Structural and functional studies of structured RNA involved in heat shock response

Specimens of bacterial and eukaryotic non-coding RNA were prepared in large scale and in high purity. The genes encoding the regulatory RNAs were cloned into the pUC19 vector and used as template in PCR reactions to prepare templates with a T7 promoter for in vitro transcription. Samples were purified to homogeneity and protocols developed for optimal sample renaturation and preparation of conformational homogeneous specimens suitable for crystallisation experiments. Extensive crystallisation surveys were undertaken of the RNA and its complexes with protein partners using a nanoliter dispensing robot and manually with custom designed screens. Small crystals were obtained and screened at the Diamond Light Source, but none yielded diffraction data. The solution structure of the 6S non-coding RNA was characterised with biophysical methods. Secondary structure was investigated with in-line probing experiments and its stability characterised by thermal melting assays and fluorescence-based thermal shift assays. Changes of the hydrodynamic radius as a function of temperature where recording by Dynamic Light Scattering (DLS), while the sedimentation coefficient, estimation of the shape of the molecule and conformational changes related with the ionic strength were performed by Analytical Ultracentrifugation (AUC) experiments. Structural features of the tertiary structure were revealed by far-UV Circular Dichroism measurements (CD).

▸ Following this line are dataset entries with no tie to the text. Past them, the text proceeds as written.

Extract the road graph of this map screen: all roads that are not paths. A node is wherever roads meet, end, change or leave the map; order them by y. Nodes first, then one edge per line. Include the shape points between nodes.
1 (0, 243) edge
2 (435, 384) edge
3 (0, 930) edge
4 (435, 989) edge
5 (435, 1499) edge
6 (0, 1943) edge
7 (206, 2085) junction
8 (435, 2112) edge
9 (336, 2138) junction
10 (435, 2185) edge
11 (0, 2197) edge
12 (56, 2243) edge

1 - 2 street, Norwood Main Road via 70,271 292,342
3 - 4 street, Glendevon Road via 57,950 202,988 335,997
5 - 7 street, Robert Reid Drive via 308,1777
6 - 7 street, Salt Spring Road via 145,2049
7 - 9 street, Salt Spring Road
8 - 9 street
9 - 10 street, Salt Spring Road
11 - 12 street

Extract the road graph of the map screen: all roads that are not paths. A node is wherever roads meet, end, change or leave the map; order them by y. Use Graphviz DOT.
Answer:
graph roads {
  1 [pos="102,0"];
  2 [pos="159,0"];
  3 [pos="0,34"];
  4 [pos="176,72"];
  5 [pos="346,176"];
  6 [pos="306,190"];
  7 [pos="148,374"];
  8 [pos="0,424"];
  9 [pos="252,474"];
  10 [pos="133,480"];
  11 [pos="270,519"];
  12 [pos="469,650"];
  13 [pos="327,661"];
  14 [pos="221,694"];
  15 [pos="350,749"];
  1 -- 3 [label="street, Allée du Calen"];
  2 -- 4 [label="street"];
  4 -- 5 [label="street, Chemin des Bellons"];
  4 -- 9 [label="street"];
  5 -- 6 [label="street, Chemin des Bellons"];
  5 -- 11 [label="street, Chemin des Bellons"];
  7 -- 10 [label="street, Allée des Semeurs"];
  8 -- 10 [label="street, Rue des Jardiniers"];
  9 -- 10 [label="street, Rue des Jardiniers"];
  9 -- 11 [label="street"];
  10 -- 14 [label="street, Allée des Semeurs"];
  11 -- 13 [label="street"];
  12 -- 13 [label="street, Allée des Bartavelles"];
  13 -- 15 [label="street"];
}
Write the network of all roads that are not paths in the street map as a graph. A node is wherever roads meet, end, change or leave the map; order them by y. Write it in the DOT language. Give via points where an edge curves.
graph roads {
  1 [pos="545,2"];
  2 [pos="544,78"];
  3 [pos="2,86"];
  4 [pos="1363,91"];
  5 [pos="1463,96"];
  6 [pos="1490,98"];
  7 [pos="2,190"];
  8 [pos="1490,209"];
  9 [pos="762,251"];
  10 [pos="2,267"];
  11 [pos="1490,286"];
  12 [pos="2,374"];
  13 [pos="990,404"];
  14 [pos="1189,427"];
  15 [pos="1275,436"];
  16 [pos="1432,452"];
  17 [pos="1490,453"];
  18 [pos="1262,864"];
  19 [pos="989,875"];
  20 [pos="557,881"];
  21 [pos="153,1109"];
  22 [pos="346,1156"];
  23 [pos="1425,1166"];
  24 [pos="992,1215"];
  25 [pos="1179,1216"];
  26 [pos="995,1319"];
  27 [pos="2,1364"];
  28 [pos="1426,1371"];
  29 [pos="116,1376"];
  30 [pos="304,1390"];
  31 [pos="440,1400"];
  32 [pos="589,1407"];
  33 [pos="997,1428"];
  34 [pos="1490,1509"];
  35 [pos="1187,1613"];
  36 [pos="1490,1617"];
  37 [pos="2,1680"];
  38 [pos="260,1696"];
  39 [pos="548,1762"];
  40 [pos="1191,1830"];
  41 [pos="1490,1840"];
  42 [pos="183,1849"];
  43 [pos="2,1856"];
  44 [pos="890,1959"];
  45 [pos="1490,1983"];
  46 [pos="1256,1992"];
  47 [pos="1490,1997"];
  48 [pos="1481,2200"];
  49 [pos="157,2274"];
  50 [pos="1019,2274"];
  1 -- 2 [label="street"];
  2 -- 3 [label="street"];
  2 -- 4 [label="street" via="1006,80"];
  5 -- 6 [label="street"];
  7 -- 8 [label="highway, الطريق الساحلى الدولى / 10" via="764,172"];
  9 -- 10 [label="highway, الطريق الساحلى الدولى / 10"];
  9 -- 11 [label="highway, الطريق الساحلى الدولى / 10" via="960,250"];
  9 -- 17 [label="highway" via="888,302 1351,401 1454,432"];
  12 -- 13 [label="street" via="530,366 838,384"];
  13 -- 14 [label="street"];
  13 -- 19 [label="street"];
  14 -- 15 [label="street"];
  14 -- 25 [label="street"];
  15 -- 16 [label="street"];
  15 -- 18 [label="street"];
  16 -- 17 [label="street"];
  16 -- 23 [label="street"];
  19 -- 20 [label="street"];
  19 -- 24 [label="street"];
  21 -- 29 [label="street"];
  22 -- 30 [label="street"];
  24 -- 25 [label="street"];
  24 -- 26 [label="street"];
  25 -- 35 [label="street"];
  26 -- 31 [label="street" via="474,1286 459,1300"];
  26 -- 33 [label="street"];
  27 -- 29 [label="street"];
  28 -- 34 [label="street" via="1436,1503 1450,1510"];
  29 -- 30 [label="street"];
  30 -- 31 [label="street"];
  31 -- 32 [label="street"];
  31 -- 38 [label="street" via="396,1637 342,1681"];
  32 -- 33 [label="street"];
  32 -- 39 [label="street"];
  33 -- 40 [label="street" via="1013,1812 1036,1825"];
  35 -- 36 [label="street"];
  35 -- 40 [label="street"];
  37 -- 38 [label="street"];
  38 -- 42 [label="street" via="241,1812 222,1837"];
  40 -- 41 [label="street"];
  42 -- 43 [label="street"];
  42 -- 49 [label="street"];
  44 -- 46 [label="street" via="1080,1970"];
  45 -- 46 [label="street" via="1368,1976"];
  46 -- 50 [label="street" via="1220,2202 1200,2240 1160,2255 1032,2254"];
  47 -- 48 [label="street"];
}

The complex formation of this RNA with protein partners was also characterized using biophysical and spectroscopic techniques. We first verified that the methods used for production and purification of this RNA did not interfere with its native folding and activity. The complex formation of the 6S non-coding RNA with its native protein partner, the RNA polymerase, was demonstrated by nanoflow electrospray mass spectrometry, which also revealed the stoichiometry of this complex. These data identified the predicted molecular mass for the RNA, showing that it did not contain any modifications, and suggesting that non-coding RNA function does not require covalent modification for activity. Interaction of the 6S RNA with RNase E, which is the ribonuclease which performs its maturation, were evaluated using mobility shift analysis, gel filtration, analytical ultracentrifugation and isothermal titration calorimetry experiments. The process of maturation of this RNA by ribonuclease RNase E was also studied by biochemical assays. For this purpose time course experiments and fixed-time biochemical assays were performed to estimate the kinetics of the processing reaction that converts the precursor RNA to its mature form.

Our studies demonstrate that 6S RNA folds into an elongated molecule with highly stable secondary structure and much weaker tertiary interactions. The overall structure seems to be dominated by an A-type helix. Earlier studies of the interaction of 6S with s70-RNAP holoenzyme have evaluated the site of interaction. In this study, we have been able to observe the ternary complex using nanoflow ESI mass spectrometry, which establishes the molecular stoichiometry of the assembly and shows that a single molecule of 6S binds a single holoenzyme assembly, without loss of any of the canonical components of the holoenzyme.

The precursor form of this RNA is efficiently processed by RNase E and generates a stable mature form that is not further digested by the endoribonuclease. In contrast, the fragments remaining from the precursor appear to be susceptible to continued degradation. Our experiments indicate that the enzyme activity is inhibited at high concentrations of substrate. The kinetics of the burst phase suggest that it may be either the substrate, the product, or both that repress the activity of RNase E.

RNase E forms the scaffold of the multi-enzyme RNA degradosome, which recruits additional RNA binding components into a large energy dependent machine. We observed that a reconstituted degradosome assembly that has a catalytically inactive mutant of RNase E can form a stable complex with 6S that persists in agarose gels. The stability is much greater than for the isolated catalytic domain, suggesting that the additional binding sites for RNA influence the association with the substrate. However, preliminary processing experiments of precursor 6S by active, endogenous-purified full degradosome indicated a similar degree of inhibition as that observed with the catalytic domain of RNase E. These findings imply that the inhibition may have a biological role in the processing of 6S RNA.

Extension of the project to a direction, which concerns investigation of the interactions of this RNA with the RNA polymerase and structural characterisation of the complex, has been favourably evaluated by independent experts and has been invited for negotiation in the framework of a Marie Curie FP7-PEOPLE-2010 Reintegration Grant.

Our research has shed light on a very new field of the biological sciences that of the non-coding RNAs which only recently have been identified as major modulators of gene expression at various cellular levels in all kingdoms of life. Their mechanism of action is extremely diverse which indicates that so far we have only had a glimpse on this new regulatory factor. The RNA under study is a transcriptional regulator and thus our research has have bearing on understanding the mechanism of the highly conserved and functionally important transcriptional response. The transcriptional mechanism is a proven target for broad-spectrum antibacterial therapy. Although the research is still in a preliminary stage, the information obtained may be eventually useful for chemical intervention of the transcriptional regulation either as a research tool to investigate the response itself, or as lead reagents for drug design.